HOTEL AT TRENTON FALLS.

Saratoga is now for several weeks the gayest scene of all. At the United States Hotel, with its fine grounds, are the leaders of fashion; at Congress Hall, with its clean and quiet rooms and unsurpassed cuisine, are representatives of the substantial families that have had grandfathers, and in the dozen or twenty smaller houses about the village are "all sorts and conditions of men," and eke of women.

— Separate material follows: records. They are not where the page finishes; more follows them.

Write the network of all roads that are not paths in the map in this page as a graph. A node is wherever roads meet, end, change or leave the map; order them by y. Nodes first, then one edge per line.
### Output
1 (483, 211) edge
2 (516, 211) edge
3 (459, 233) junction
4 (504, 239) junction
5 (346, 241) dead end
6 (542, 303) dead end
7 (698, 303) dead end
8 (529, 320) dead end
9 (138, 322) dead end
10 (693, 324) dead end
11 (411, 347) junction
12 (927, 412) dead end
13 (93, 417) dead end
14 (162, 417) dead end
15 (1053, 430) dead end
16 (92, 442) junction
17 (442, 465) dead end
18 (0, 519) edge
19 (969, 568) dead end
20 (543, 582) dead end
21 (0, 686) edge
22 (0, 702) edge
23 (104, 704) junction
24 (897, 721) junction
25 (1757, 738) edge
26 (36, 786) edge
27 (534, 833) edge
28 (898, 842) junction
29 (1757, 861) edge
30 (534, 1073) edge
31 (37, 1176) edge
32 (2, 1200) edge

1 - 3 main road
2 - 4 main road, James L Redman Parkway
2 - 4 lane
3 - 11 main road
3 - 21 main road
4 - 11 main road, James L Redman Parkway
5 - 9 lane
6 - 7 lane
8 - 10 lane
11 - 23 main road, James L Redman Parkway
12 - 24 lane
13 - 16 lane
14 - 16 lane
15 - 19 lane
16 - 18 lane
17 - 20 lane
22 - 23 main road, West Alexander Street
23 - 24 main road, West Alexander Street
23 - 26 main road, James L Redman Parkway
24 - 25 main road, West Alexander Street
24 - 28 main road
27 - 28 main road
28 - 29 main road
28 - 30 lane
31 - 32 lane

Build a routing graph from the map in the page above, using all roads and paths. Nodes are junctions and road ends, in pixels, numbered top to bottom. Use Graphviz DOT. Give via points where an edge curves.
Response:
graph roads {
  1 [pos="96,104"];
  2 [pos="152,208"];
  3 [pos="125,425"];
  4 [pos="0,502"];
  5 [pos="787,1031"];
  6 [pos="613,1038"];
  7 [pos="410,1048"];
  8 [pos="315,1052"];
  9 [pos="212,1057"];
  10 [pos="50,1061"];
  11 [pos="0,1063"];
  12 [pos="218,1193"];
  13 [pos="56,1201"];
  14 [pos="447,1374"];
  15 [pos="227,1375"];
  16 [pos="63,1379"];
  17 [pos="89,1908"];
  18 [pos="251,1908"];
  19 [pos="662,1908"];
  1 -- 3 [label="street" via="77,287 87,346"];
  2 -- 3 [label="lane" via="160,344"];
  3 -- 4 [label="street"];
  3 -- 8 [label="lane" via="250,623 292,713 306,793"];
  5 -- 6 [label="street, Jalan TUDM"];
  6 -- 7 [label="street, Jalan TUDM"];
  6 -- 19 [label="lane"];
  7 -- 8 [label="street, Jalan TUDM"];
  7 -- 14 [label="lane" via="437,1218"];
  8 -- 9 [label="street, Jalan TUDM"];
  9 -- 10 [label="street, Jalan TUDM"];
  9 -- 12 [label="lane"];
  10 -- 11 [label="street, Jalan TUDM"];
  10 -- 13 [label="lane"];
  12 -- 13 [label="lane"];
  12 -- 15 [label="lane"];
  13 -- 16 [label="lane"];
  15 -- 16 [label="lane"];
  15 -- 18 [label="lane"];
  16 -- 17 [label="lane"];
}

With drives, dinners, flirtations, drinking of drinks, and, once in a long while, imbibitions of a little congress water, all goes merry as a marriage bell—except with ladies of uncertain ages who are disappointed of that blessed music—until the Grand Ball gives signal for departure to other places.

SARATOGA SPRINGS.

THE NOTCH HOUSE, WHITE MOUNTAINS.

From Saratoga parties go northward to Lake George, (for which region, of the most romantic beauty, they should be prepared by a perusal of Dudley Bean's admirable sketch of its revolutionary history;) and down the Champlain toward Montreal, whence they return by way of the Ontario and Niagara Falls (where our engraver Orr's Pictorial Guide Book is indispensable to the best enjoyment), or go through the glorious hills of northern Vermont and New Hampshire to the White Mountains. All the last grand region has been most truthfully and effectively represented in a small folio volume of drawings from nature, by Isaac Sprague, described by William Oakes, and published in Boston by Crosby & Nichols. We commend the book to summer tourists.